In brief

On 4 June 2021 the first-time Double Tax Treaty (DTT) between Cyprus and the Netherlands, which was signed on 1 June 2021, was ratified by Cyprus. Certain legal procedures now need to take place in both states following which the DTT will 'enter into force'. Once the DTT enters into force it will take effect as from 1 January of the next calendar year.

The DTT is based on the OECD Model Tax Convention on Income and on Capital.

In detail

Overview of the DTT provisions

(i) Dividends

A 0% withholding tax (WHT) rate applies where the recipient/beneficial owner is:

a) a company that holds directly at least 5% of the capital of the company paying the dividends, throughout a 365 day period that includes the day of the payment;

b) a recognised pension fund which is generally exempt under the corporate income tax law of Cyprus.

For all other cases, the DTT provides for a maximum 15% WHT rate.

 (ii) Interest

A 0% WHT rate applies.

(iii) Royalties

A 0% WHT rate applies.

The term "royalties" according to the DTT means payments of any kind received as a  consideration for the use of, or the right to use, any copyright of literary, artistic or scientific work  including cinematograph films, any patent, trade mark, design or model, plan, secret formula or  process, or for information concerning industrial, commercial or scientific experience.

(iv) Capital gains

Cyprus retains the exclusive taxing rights on disposals of shares made by Cyprus tax residents,  except where:

a) the shares derive more than 50% of their value, directly or indirectly, from immovable property situated in the Netherlands;

b) the shares derive more than 50% of their value, directly or indirectly, from certain offshore rights/property relating to exploration or exploitation of the seabed or subsoil or their natural   resources located in the Netherlands.

Regarding point a) above, Cyprus still retains the exclusive taxing rights on capital gains on  disposal of shares:

  • listed on a recognised stock exchange;
  • in the course of a corporate reorganisation such as a qualifying merger, division and similar transaction;
  • where the immovable property from which the shares derived their value is immovable property in which the business is carried on;
  • when the alienator owns, directly or indirectly, either alone or with related persons, 25% or less of the capital or other comparable interests prior to the first alienation of shares;
  • when the alienator is a recognised pension fund of Cyprus.

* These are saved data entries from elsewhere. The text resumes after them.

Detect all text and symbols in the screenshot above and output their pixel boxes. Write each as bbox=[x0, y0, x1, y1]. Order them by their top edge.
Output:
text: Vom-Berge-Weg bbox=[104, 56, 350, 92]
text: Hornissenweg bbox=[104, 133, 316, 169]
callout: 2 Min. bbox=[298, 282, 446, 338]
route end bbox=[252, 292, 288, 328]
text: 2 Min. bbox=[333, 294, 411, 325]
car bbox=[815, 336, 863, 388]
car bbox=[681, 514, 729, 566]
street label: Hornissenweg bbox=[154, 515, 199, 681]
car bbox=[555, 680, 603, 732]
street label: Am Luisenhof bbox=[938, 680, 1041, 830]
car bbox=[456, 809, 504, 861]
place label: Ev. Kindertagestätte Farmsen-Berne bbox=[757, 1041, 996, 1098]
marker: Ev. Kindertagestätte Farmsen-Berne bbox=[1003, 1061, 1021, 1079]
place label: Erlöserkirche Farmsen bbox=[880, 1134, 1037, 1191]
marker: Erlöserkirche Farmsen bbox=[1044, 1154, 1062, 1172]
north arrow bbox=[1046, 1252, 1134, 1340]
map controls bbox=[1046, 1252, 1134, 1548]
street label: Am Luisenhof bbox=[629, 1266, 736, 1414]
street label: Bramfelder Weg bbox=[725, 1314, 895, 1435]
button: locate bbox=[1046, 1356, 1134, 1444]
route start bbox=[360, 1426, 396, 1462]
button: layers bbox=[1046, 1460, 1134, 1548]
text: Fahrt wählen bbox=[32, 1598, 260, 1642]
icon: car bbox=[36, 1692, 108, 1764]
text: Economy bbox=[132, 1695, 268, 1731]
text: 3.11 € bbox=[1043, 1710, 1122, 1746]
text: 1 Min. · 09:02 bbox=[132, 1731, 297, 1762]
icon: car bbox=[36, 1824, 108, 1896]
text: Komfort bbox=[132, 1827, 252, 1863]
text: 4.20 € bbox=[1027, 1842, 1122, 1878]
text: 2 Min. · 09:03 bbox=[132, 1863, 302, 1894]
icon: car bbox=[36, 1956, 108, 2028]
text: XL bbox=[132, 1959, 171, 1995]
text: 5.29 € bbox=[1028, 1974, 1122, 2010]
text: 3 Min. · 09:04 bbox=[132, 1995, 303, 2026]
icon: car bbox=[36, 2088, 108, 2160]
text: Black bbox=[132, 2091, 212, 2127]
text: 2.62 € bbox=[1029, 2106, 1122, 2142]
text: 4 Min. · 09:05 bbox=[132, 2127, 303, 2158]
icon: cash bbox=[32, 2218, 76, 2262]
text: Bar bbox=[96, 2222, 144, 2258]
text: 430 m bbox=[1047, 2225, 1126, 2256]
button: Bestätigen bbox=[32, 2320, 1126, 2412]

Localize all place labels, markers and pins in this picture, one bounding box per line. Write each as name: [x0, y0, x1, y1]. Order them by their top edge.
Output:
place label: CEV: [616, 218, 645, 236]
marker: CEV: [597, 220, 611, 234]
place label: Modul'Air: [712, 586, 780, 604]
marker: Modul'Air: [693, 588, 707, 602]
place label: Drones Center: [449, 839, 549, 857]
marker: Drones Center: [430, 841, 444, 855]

 (v) Entitlement to benefits

A benefit under the DTT shall not be granted, in respect of an item of income or capital,  should this benefit be one of the principal purposes of any arrangement or transaction that  resulted directly or indirectly in that benefit, unless it can be established that granting that  benefit in these circumstances would be in accordance with the object and purpose of the  relevant provision of this DTT.

The takeaway

The first-time DTT between Cyprus and the Netherlands will contribute to the further development  of trade and economic relations between the two States.

The content of this article is intended to provide a general guide to the subject matter. Specialist advice should be sought about your specific circumstances.